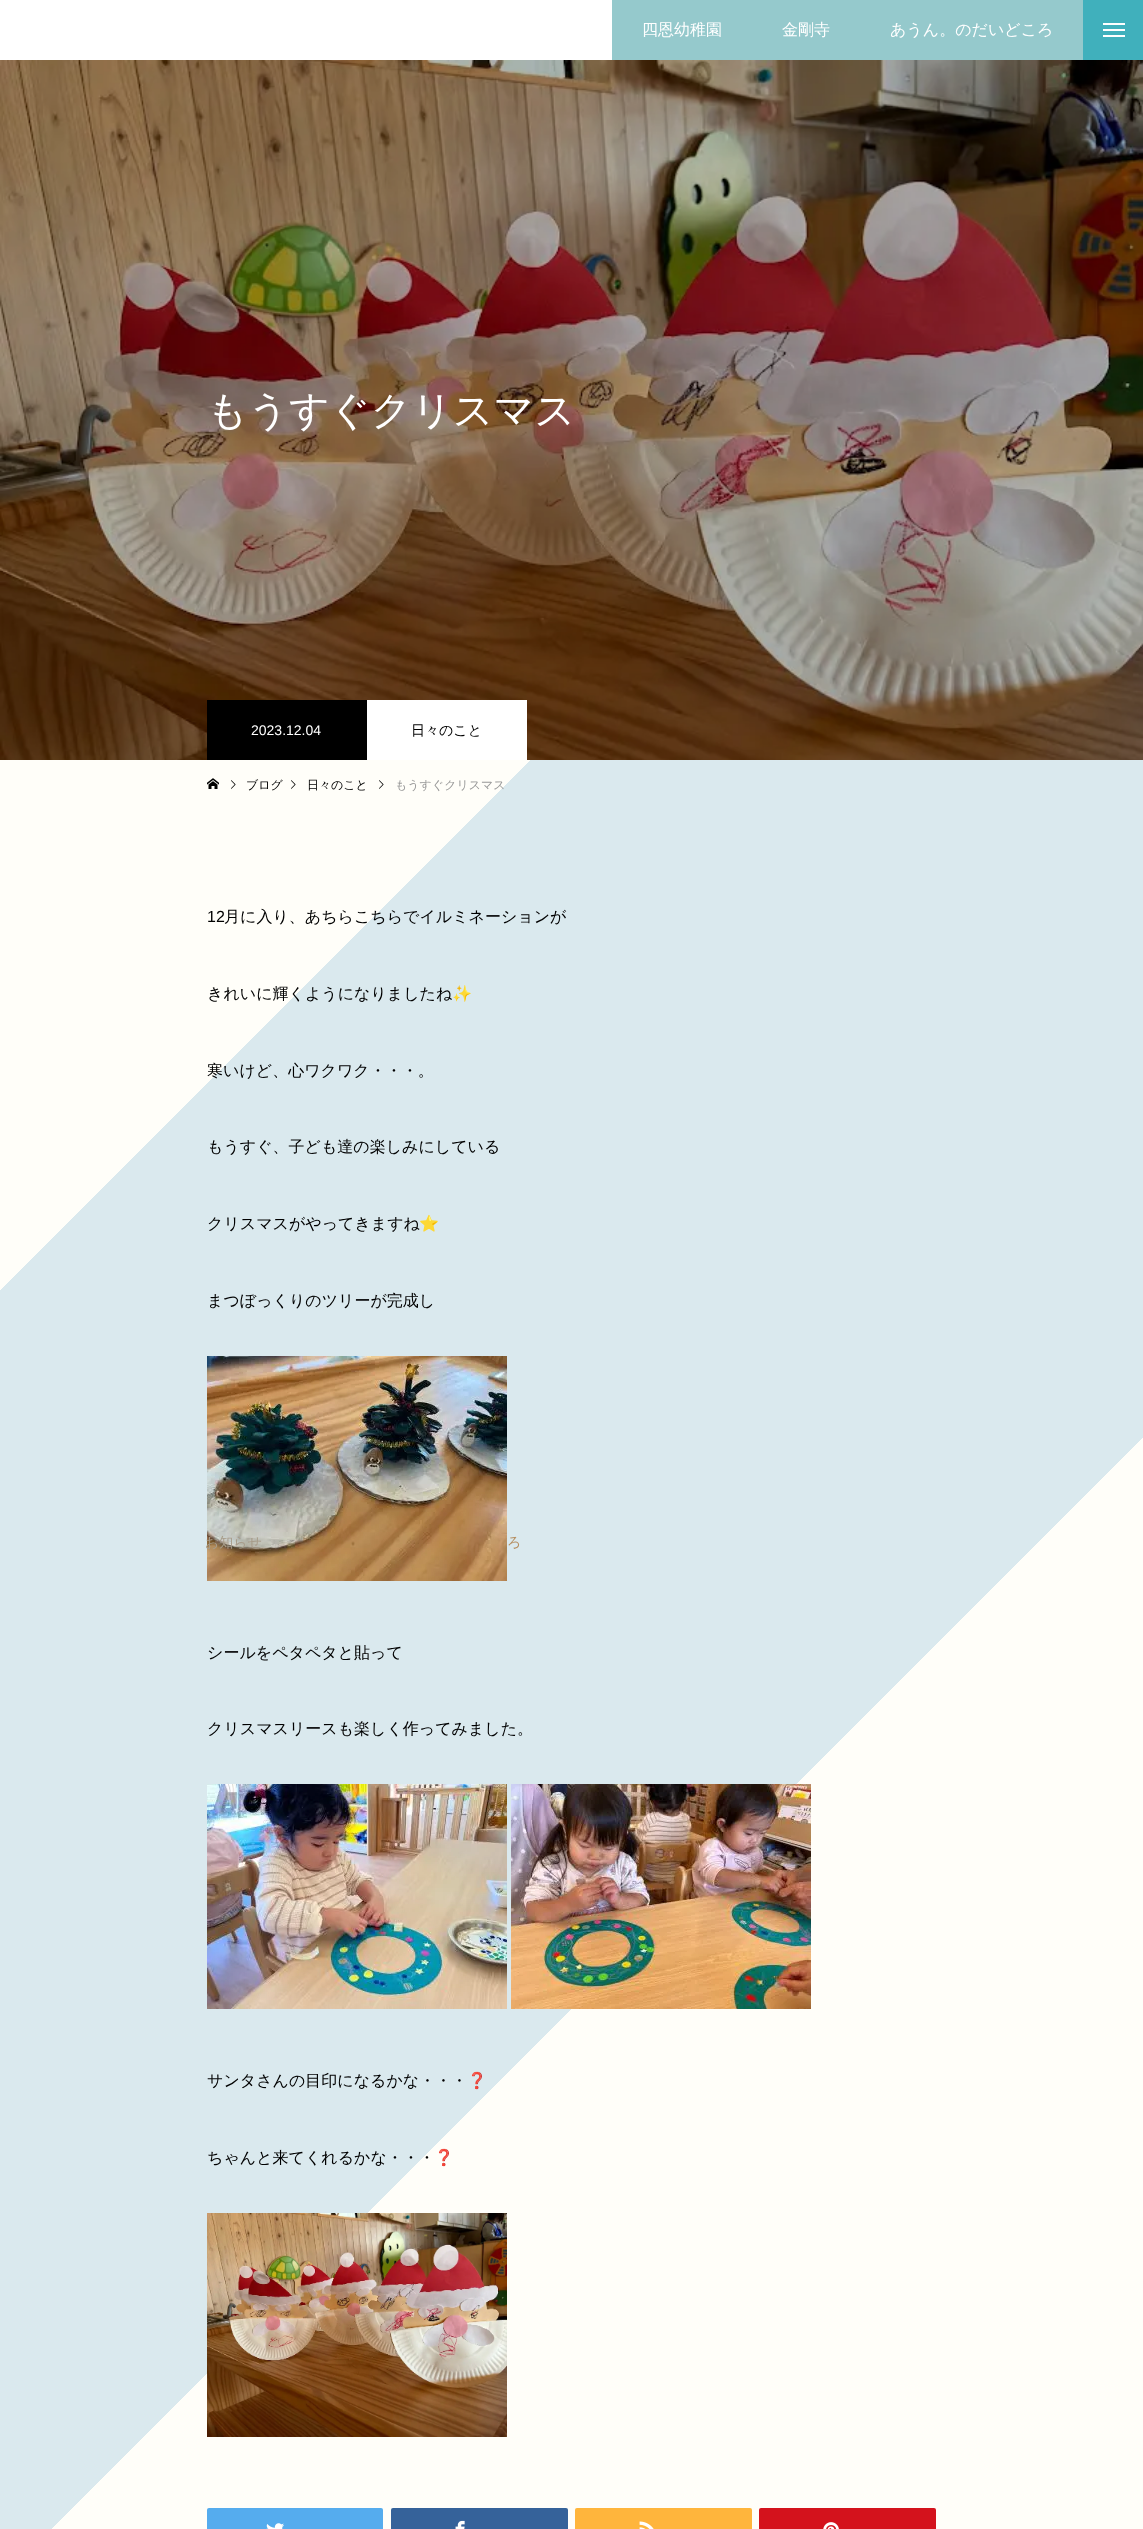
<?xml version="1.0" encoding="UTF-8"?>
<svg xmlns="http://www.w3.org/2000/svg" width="1143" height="2529">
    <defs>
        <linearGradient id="g1" gradientUnits="userSpaceOnUse" x1="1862" y1="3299" x2="-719" y2="719"><stop offset="0.25" stop-color="#DAE9EE"/><stop offset="0.25" stop-color="#FFFEF9"/><stop offset="0.5" stop-color="#FFFEF9"/><stop offset="0.5" stop-color="#DAE9EE"/><stop offset="0.75" stop-color="#DAE9EE"/><stop offset="0.75" stop-color="#FFFEF9"/><stop offset="1" stop-color="#FFFEF9"/></linearGradient>
    </defs>
    <rect width="100%" height="100%" fill="#FFFFFF"/>
    <rect x="0" y="760" width="1143" height="1769" fill="url(#g1)"/>
    <rect x="612" y="0" width="471" height="60" fill="#95C9CC"/>
    <text x="642" y="35" font-family="WenQuanYi Zen Hei" font-size="16" font-weight="500" fill="#FFFFFF">四恩幼稚園</text>
    <text x="782" y="35" font-family="WenQuanYi Zen Hei" font-size="16" font-weight="500" fill="#FFFFFF">金剛寺</text>
    <text x="890" y="35" font-family="WenQuanYi Zen Hei" font-size="16" font-weight="500" fill="#FFFFFF">あうん。のだいどころ</text>
    <rect x="1083" y="0" width="60" height="60" fill="#40B0BC"/>
    <rect x="1103" y="23" width="22" height="2" fill="#FFFFFF"/>
    <rect x="1103" y="29" width="22" height="2" fill="#FFFFFF"/>
    <rect x="1103" y="35" width="22" height="2" fill="#FFFFFF"/>
    <image x="0" y="60" width="1143" height="700" href="img_01.png"/>
    <text x="207" y="424" font-family="WenQuanYi Zen Hei" font-size="40" font-weight="500" fill="#FFFFFF">もうすぐクリスマス</text>
    <rect x="207" y="700" width="160" height="60" fill="#000000"/>
    <text x="251" y="735" font-family="Liberation Sans" font-size="14" fill="#FFFFFF">2023.12.04</text>
    <rect x="367" y="700" width="160" height="60" fill="#FFFFFF"/>
    <text x="411" y="735" font-family="WenQuanYi Zen Hei" font-size="14" font-weight="500" fill="#000000">日々のこと</text>
    <image x="207" y="778" width="12" height="11" href="img_02.png"/>
    <image x="231" y="780" width="5" height="9" href="img_03.png"/>
    <text x="246" y="789" font-family="WenQuanYi Zen Hei" font-size="12" font-weight="500" fill="#000000">ブログ</text>
    <image x="291" y="780" width="5" height="9" href="img_03.png"/>
    <text x="307" y="789" font-family="WenQuanYi Zen Hei" font-size="12" font-weight="500" fill="#000000">日々のこと</text>
    <image x="379" y="780" width="5" height="9" href="img_03.png"/>
    <text x="395" y="789" font-family="WenQuanYi Zen Hei" font-size="12" font-weight="500" fill="#999999">もうすぐクリスマス</text>
    <text x="207" y="922" font-family="Liberation Sans" font-size="16" fill="#000000">12</text>
    <text x="224" y="922" font-family="WenQuanYi Zen Hei" font-size="16" font-weight="500" fill="#000000">月に入り、あちらこちらでイルミネーションが</text>
    <text x="207" y="999" font-family="WenQuanYi Zen Hei" font-size="16" font-weight="500" fill="#000000">きれいに輝くようになりましたね</text>
    <text x="452" y="999" font-family="Noto Color Emoji" font-size="16" fill="#000000">✨</text>
    <text x="207" y="1076" font-family="WenQuanYi Zen Hei" font-size="16" font-weight="500" fill="#000000">寒いけど、心ワクワク・・・。</text>
    <text x="207" y="1152" font-family="WenQuanYi Zen Hei" font-size="16" font-weight="500" fill="#000000">もうすぐ、子ども達の楽しみにしている</text>
    <text x="207" y="1229" font-family="WenQuanYi Zen Hei" font-size="16" font-weight="500" fill="#000000">クリスマスがやってきますね</text>
    <text x="419" y="1229" font-family="Noto Color Emoji" font-size="16" fill="#000000">⭐</text>
    <text x="207" y="1306" font-family="WenQuanYi Zen Hei" font-size="16" font-weight="500" fill="#000000">まつぼっくりのツリーが完成し</text>
    <image x="207" y="1356" width="300" height="225" href="img_04.png"/>
    <text x="207" y="1658" font-family="WenQuanYi Zen Hei" font-size="16" font-weight="500" fill="#000000">シールをペタペタと貼って</text>
    <text x="207" y="1734" font-family="WenQuanYi Zen Hei" font-size="16" font-weight="500" fill="#000000">クリスマスリースも楽しく作ってみました。</text>
    <image x="207" y="1784" width="300" height="225" href="img_05.png"/>
    <image x="511" y="1784" width="300" height="225" href="img_06.png"/>
    <text x="207" y="2086" font-family="WenQuanYi Zen Hei" font-size="16" font-weight="500" fill="#000000">サンタさんの目印になるかな・・・</text>
    <text x="467" y="2086" font-family="Noto Color Emoji" font-size="16" fill="#000000">❓</text>
    <text x="207" y="2163" font-family="WenQuanYi Zen Hei" font-size="16" font-weight="500" fill="#000000">ちゃんと来てくれるかな・・・</text>
    <text x="434" y="2163" font-family="Noto Color Emoji" font-size="16" fill="#000000">❓</text>
    <image x="207" y="2213" width="300" height="224" href="img_07.png"/>
    <rect x="207" y="2508" width="176" height="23" rx="2" fill="#55ACEE"/>
    <image x="266" y="2523" width="18" height="6" href="img_08.png"/>
    <rect x="391" y="2508" width="177" height="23" rx="2" fill="#35629A"/>
    <image x="455" y="2520" width="10" height="9" href="img_09.png"/>
    <rect x="575" y="2508" width="177" height="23" rx="2" fill="#FFB53C"/>
    <image x="639" y="2521" width="15" height="8" href="img_10.png"/>
    <rect x="759" y="2508" width="177" height="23" rx="2" fill="#D4121C"/>
    <image x="823" y="2522" width="16" height="7" href="img_11.png"/>
    <text x="205" y="1547" font-family="WenQuanYi Zen Hei" font-size="14" font-weight="500" fill="#A79C8A">お知らせ</text>
    <text x="507" y="1547" font-family="WenQuanYi Zen Hei" font-size="14" font-weight="500" fill="#B58D5F">ろ</text>
</svg>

####################

• _WHAT YOU SHOULD DO_:
Once you have checked every line of the material above, return the ones that hold the string "もうすぐクリスマス".

• _ANSWER TO THIS TASK_:
    <text x="207" y="424" font-family="WenQuanYi Zen Hei" font-size="40" font-weight="500" fill="#FFFFFF">もうすぐクリスマス</text>
    <text x="395" y="789" font-family="WenQuanYi Zen Hei" font-size="12" font-weight="500" fill="#999999">もうすぐクリスマス</text>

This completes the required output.